PROBLEM STATEMENT: Give the whole listing below once more, exactly, without pictures.

┏━━

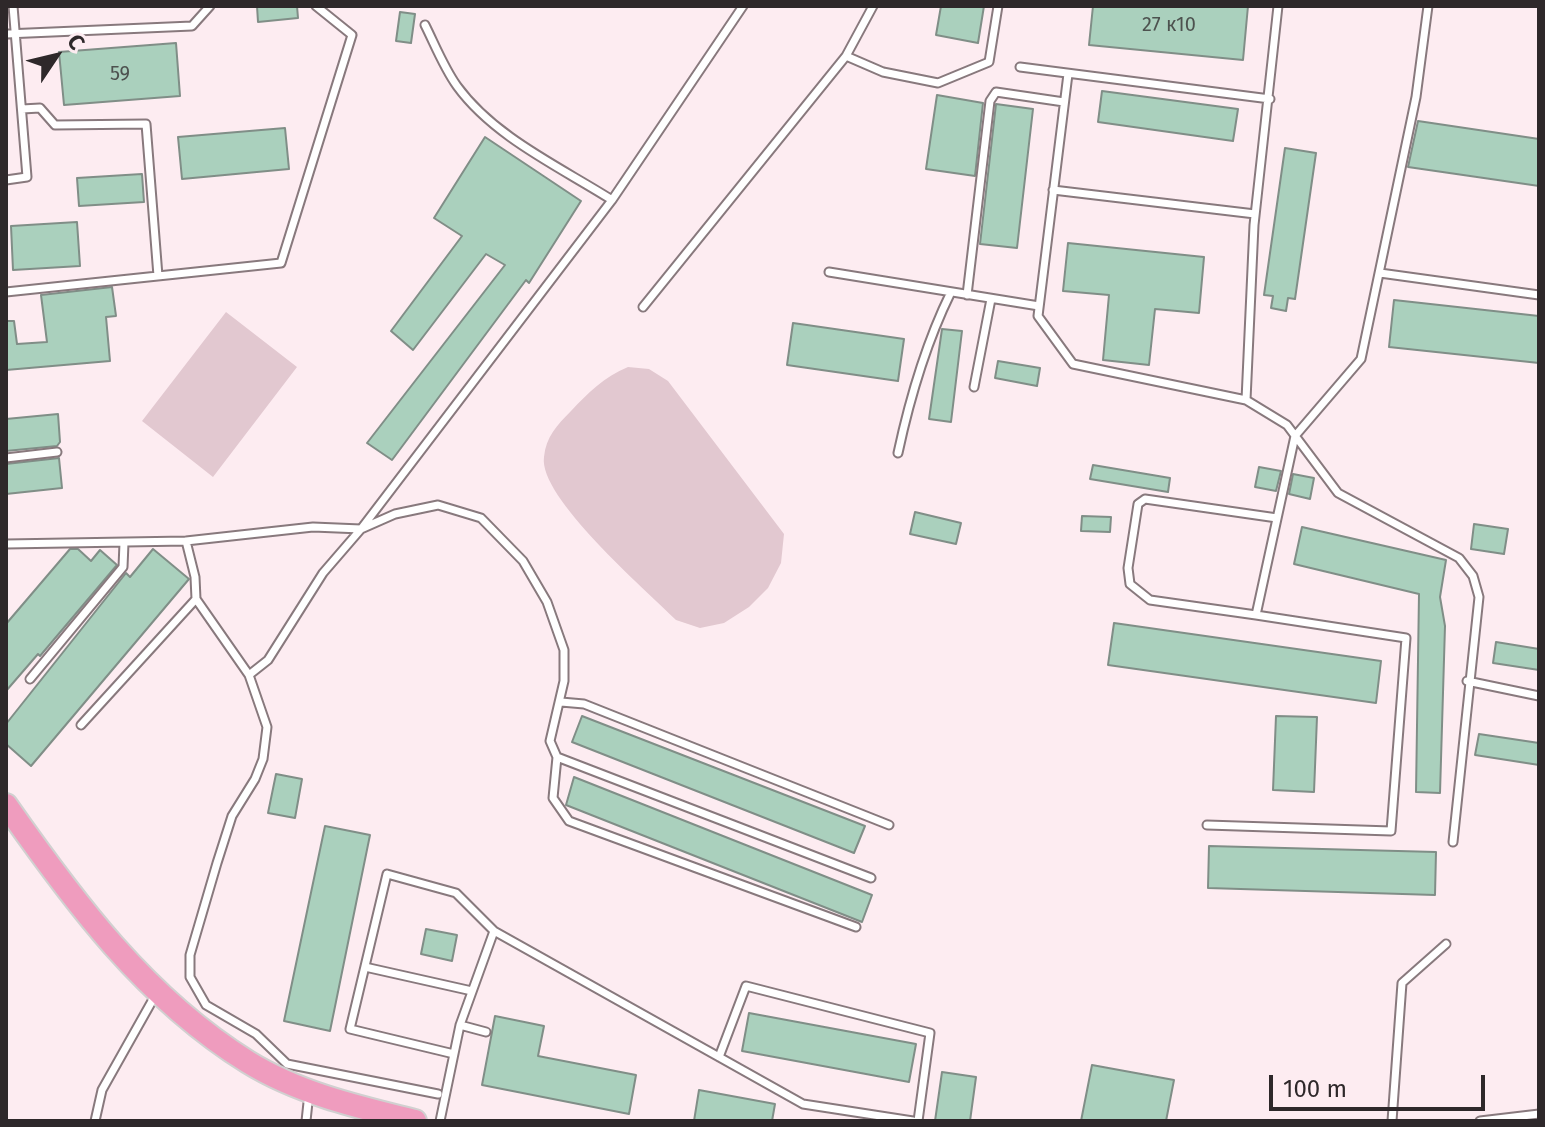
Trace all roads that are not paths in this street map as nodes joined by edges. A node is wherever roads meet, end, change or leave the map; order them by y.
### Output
1 (13, 6) edge
2 (210, 6) edge
3 (316, 6) edge
4 (743, 6) edge
5 (873, 6) edge
6 (998, 6) edge
7 (1278, 6) edge
8 (1428, 6) edge
9 (425, 25) dead end
10 (11, 35) edge
11 (846, 56) junction
12 (1020, 67) dead end
13 (1068, 74) junction
14 (1270, 99) junction
15 (1064, 102) junction
16 (22, 109) junction
17 (6, 180) edge
18 (1053, 190) junction
19 (612, 200) junction
20 (1255, 214) junction
21 (829, 272) dead end
22 (1380, 273) junction
23 (158, 276) junction
24 (6, 292) edge
25 (951, 292) junction
26 (967, 295) junction
27 (1539, 295) edge
28 (991, 299) junction
29 (1039, 306) junction
30 (643, 307) dead end
31 (974, 387) dead end
32 (1246, 400) junction
33 (1295, 436) junction
34 (57, 452) dead end
35 (898, 453) dead end
36 (6, 458) edge
37 (1277, 518) junction
38 (361, 529) junction
39 (186, 541) junction
40 (124, 543) junction
41 (6, 544) edge
42 (196, 599) junction
43 (1256, 615) junction
44 (249, 675) junction
45 (30, 679) dead end
46 (1467, 681) junction
47 (1539, 696) edge
48 (561, 702) junction
49 (81, 725) dead end
50 (557, 757) junction
51 (6, 805) edge
52 (889, 825) dead end
53 (1207, 825) dead end
54 (1453, 842) dead end
55 (871, 878) dead end
56 (856, 927) dead end
57 (494, 931) junction
58 (1446, 944) dead end
59 (365, 967) junction
60 (157, 991) junction
61 (472, 991) junction
62 (460, 1025) junction
63 (486, 1032) dead end
64 (454, 1054) junction
65 (719, 1057) junction
66 (309, 1091) junction
67 (438, 1094) dead end
68 (1539, 1114) edge
69 (95, 1121) edge
70 (306, 1121) edge
71 (415, 1121) edge
72 (440, 1121) edge
73 (916, 1121) edge
74 (1392, 1121) edge
75 (1480, 1121) edge

1 - 10 lane
2 - 10 lane
3 - 23 lane
4 - 19 lane
5 - 11 lane
6 - 11 lane
7 - 14 lane
8 - 22 lane
9 - 19 lane
10 - 16 lane
11 - 30 lane
12 - 13 lane
13 - 14 lane
13 - 15 lane
14 - 20 lane
15 - 18 lane
15 - 26 lane
16 - 17 lane
16 - 23 lane
18 - 20 lane
18 - 29 lane
19 - 38 lane
20 - 32 lane
21 - 25 lane
22 - 27 lane
22 - 33 lane
23 - 24 lane
25 - 26 lane
25 - 35 lane
26 - 28 lane
28 - 29 lane
28 - 31 lane
29 - 32 lane
32 - 33 lane
33 - 37 lane
33 - 46 lane
34 - 36 lane
37 - 43 lane
37 - 43 lane
38 - 39 lane
38 - 44 lane
38 - 48 lane
39 - 40 lane
39 - 42 lane
40 - 41 lane
40 - 45 lane
42 - 44 lane
42 - 49 lane
43 - 53 lane
44 - 67 lane
46 - 47 lane
46 - 54 lane
48 - 50 lane
48 - 52 lane
50 - 55 lane
50 - 56 lane
51 - 60 main road
57 - 59 lane
57 - 61 lane
57 - 65 lane
58 - 74 lane
59 - 61 lane
59 - 64 lane
60 - 66 main road
60 - 69 lane
61 - 62 lane
62 - 63 lane
62 - 64 lane
64 - 72 lane
65 - 73 lane
65 - 73 lane
66 - 70 lane
66 - 71 main road
68 - 75 lane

┗━━

OUTPUT BELOW:
Trace all roads that are not paths in this street map as nodes joined by edges. A node is wherever roads meet, end, change or leave the map; order them by y.
### Output
1 (13, 6) edge
2 (210, 6) edge
3 (316, 6) edge
4 (743, 6) edge
5 (873, 6) edge
6 (998, 6) edge
7 (1278, 6) edge
8 (1428, 6) edge
9 (425, 25) dead end
10 (11, 35) edge
11 (846, 56) junction
12 (1020, 67) dead end
13 (1068, 74) junction
14 (1270, 99) junction
15 (1064, 102) junction
16 (22, 109) junction
17 (6, 180) edge
18 (1053, 190) junction
19 (612, 200) junction
20 (1255, 214) junction
21 (829, 272) dead end
22 (1380, 273) junction
23 (158, 276) junction
24 (6, 292) edge
25 (951, 292) junction
26 (967, 295) junction
27 (1539, 295) edge
28 (991, 299) junction
29 (1039, 306) junction
30 (643, 307) dead end
31 (974, 387) dead end
32 (1246, 400) junction
33 (1295, 436) junction
34 (57, 452) dead end
35 (898, 453) dead end
36 (6, 458) edge
37 (1277, 518) junction
38 (361, 529) junction
39 (186, 541) junction
40 (124, 543) junction
41 (6, 544) edge
42 (196, 599) junction
43 (1256, 615) junction
44 (249, 675) junction
45 (30, 679) dead end
46 (1467, 681) junction
47 (1539, 696) edge
48 (561, 702) junction
49 (81, 725) dead end
50 (557, 757) junction
51 (6, 805) edge
52 (889, 825) dead end
53 (1207, 825) dead end
54 (1453, 842) dead end
55 (871, 878) dead end
56 (856, 927) dead end
57 (494, 931) junction
58 (1446, 944) dead end
59 (365, 967) junction
60 (157, 991) junction
61 (472, 991) junction
62 (460, 1025) junction
63 (486, 1032) dead end
64 (454, 1054) junction
65 (719, 1057) junction
66 (309, 1091) junction
67 (438, 1094) dead end
68 (1539, 1114) edge
69 (95, 1121) edge
70 (306, 1121) edge
71 (415, 1121) edge
72 (440, 1121) edge
73 (916, 1121) edge
74 (1392, 1121) edge
75 (1480, 1121) edge

1 - 10 lane
2 - 10 lane
3 - 23 lane
4 - 19 lane
5 - 11 lane
6 - 11 lane
7 - 14 lane
8 - 22 lane
9 - 19 lane
10 - 16 lane
11 - 30 lane
12 - 13 lane
13 - 14 lane
13 - 15 lane
14 - 20 lane
15 - 18 lane
15 - 26 lane
16 - 17 lane
16 - 23 lane
18 - 20 lane
18 - 29 lane
19 - 38 lane
20 - 32 lane
21 - 25 lane
22 - 27 lane
22 - 33 lane
23 - 24 lane
25 - 26 lane
25 - 35 lane
26 - 28 lane
28 - 29 lane
28 - 31 lane
29 - 32 lane
32 - 33 lane
33 - 37 lane
33 - 46 lane
34 - 36 lane
37 - 43 lane
37 - 43 lane
38 - 39 lane
38 - 44 lane
38 - 48 lane
39 - 40 lane
39 - 42 lane
40 - 41 lane
40 - 45 lane
42 - 44 lane
42 - 49 lane
43 - 53 lane
44 - 67 lane
46 - 47 lane
46 - 54 lane
48 - 50 lane
48 - 52 lane
50 - 55 lane
50 - 56 lane
51 - 60 main road
57 - 59 lane
57 - 61 lane
57 - 65 lane
58 - 74 lane
59 - 61 lane
59 - 64 lane
60 - 66 main road
60 - 69 lane
61 - 62 lane
62 - 63 lane
62 - 64 lane
64 - 72 lane
65 - 73 lane
65 - 73 lane
66 - 70 lane
66 - 71 main road
68 - 75 lane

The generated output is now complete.